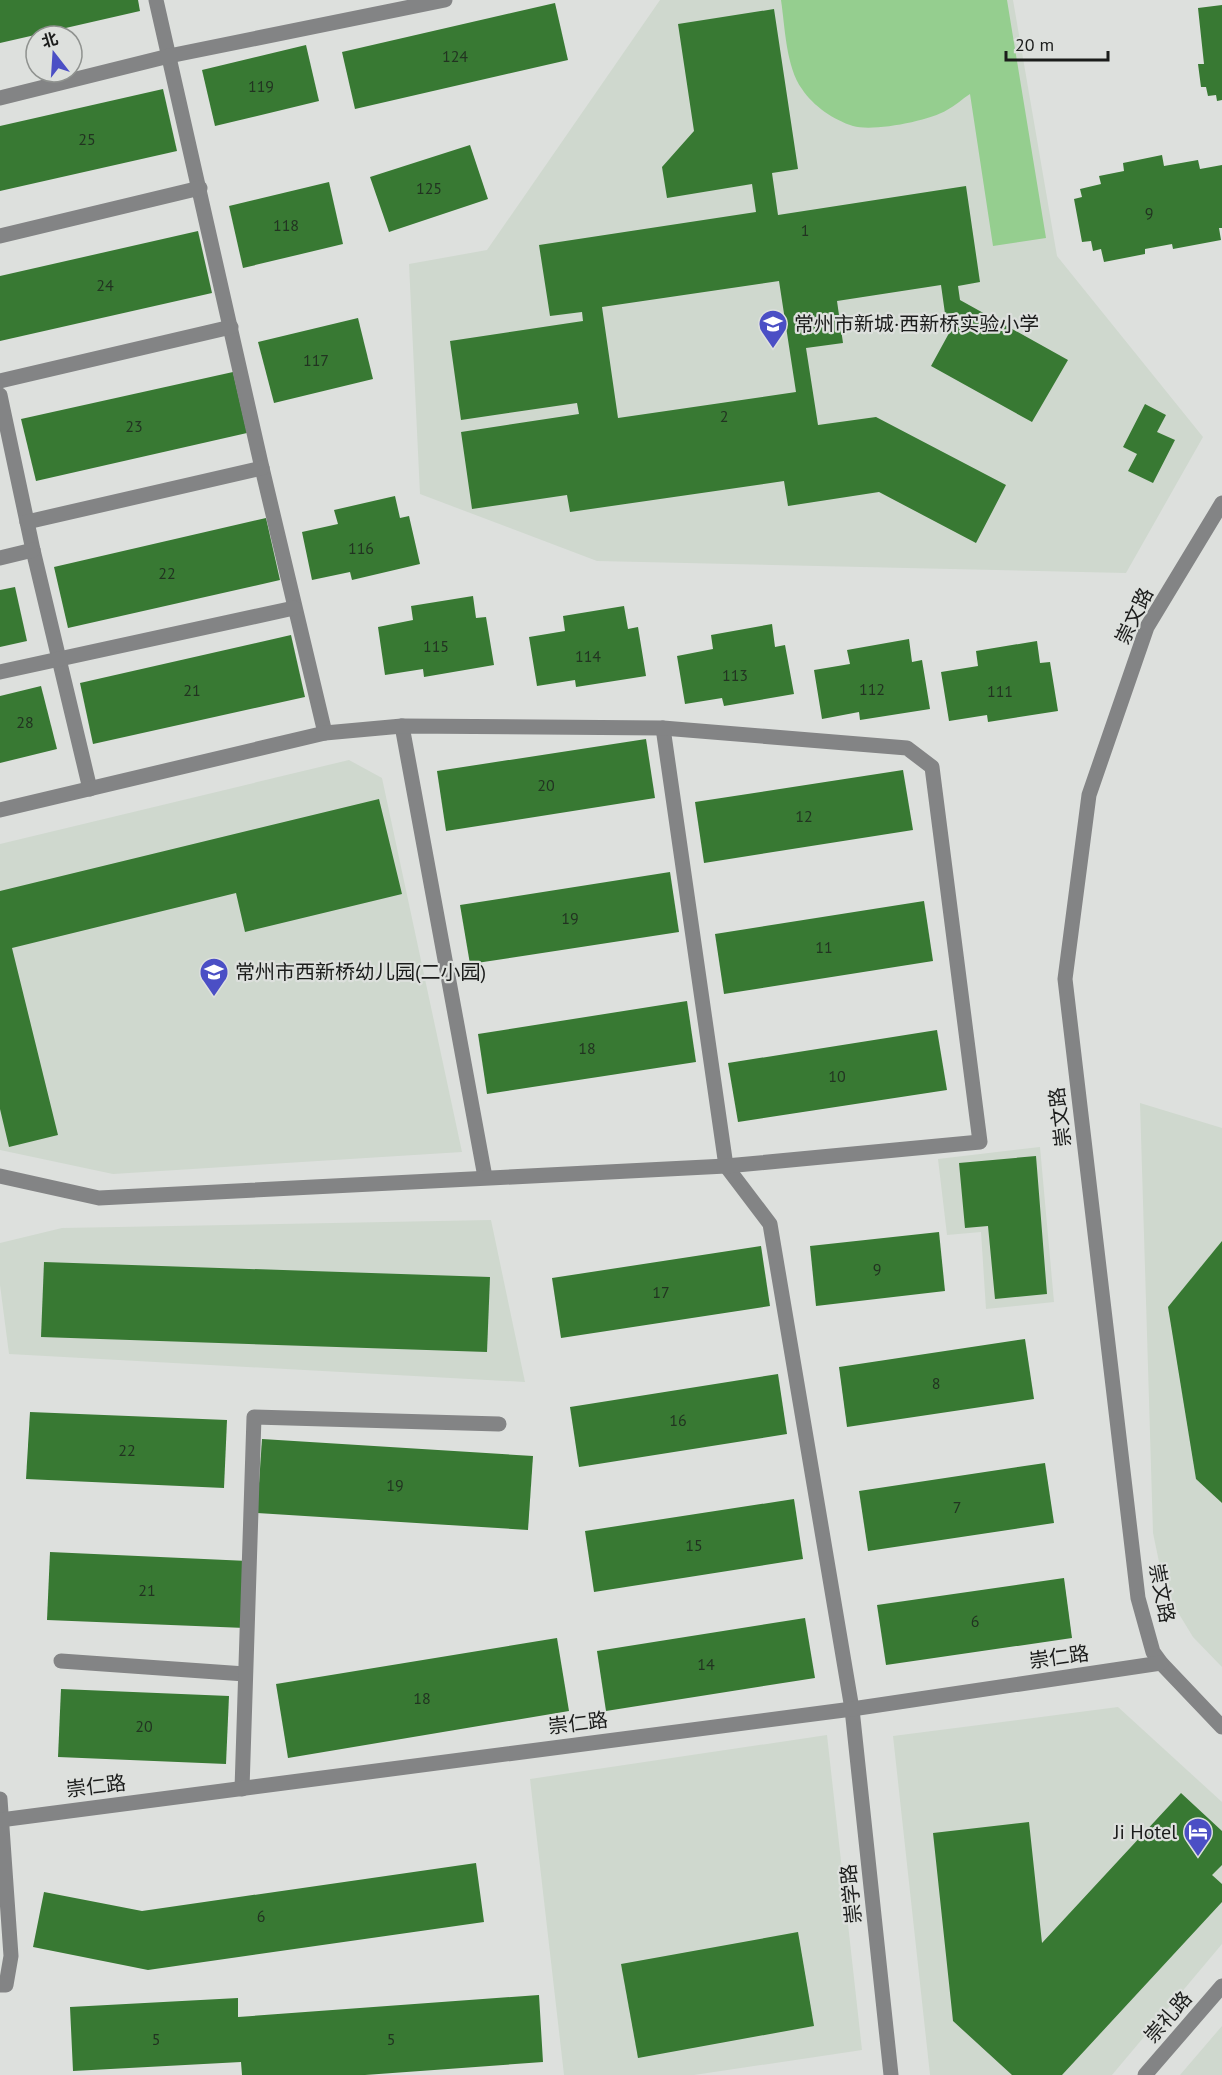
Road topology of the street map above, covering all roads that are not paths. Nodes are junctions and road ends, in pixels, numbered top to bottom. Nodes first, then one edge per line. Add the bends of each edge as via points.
1 (156, 0) edge
2 (445, 0) edge
3 (169, 56) junction
4 (0, 98) edge
5 (200, 188) junction
6 (0, 236) edge
7 (231, 327) junction
8 (0, 381) edge
9 (0, 395) edge
10 (6, 454) edge
11 (262, 468) junction
12 (1222, 503) edge
13 (27, 522) junction
14 (33, 550) junction
15 (0, 558) edge
16 (294, 608) junction
17 (58, 660) junction
18 (0, 672) edge
19 (402, 726) junction
20 (663, 728) junction
21 (325, 733) junction
22 (90, 789) junction
23 (0, 810) edge
24 (726, 1166) junction
25 (0, 1176) edge
26 (485, 1177) junction
27 (499, 1424) dead end
28 (61, 1661) dead end
29 (1161, 1663) junction
30 (245, 1674) junction
31 (852, 1709) junction
32 (1222, 1727) edge
33 (242, 1789) junction
34 (0, 1799) edge
35 (1, 1820) edge
36 (0, 1985) edge
37 (1222, 1986) edge
38 (891, 2075) edge
39 (1145, 2075) edge

1 - 3 street
2 - 3 street
3 - 4 street
3 - 5 street
5 - 6 street
5 - 7 street
7 - 8 street
7 - 11 street
9 - 10 street
10 - 13 street
11 - 13 street
11 - 16 street
12 - 29 street, 崇文路 via 1147,627 1089,795 1065,979 1138,1598 1153,1652
13 - 14 street
14 - 15 street
14 - 17 street
16 - 17 street
16 - 21 street
17 - 18 street
17 - 22 street
19 - 20 street
19 - 21 street
19 - 26 street
20 - 24 street
20 - 24 street via 907,748 932,767 980,1142
21 - 22 street
22 - 23 street
24 - 26 street
24 - 31 street, 崇学路 via 770,1224
25 - 26 street via 99,1198
27 - 30 street via 254,1417
28 - 30 street
29 - 31 street, 崇仁路
29 - 32 street, 崇文路
30 - 33 street
31 - 33 street, 崇仁路
31 - 38 street, 崇学路
33 - 35 street, 崇仁路
34 - 35 street
35 - 36 street via 11,1956 6,1985
37 - 39 street, 崇礼路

● **TO DO**
Copy every line of the data that holds the string "dead".

● **WRITTEN SOLUTION**
27 (499, 1424) dead end
28 (61, 1661) dead end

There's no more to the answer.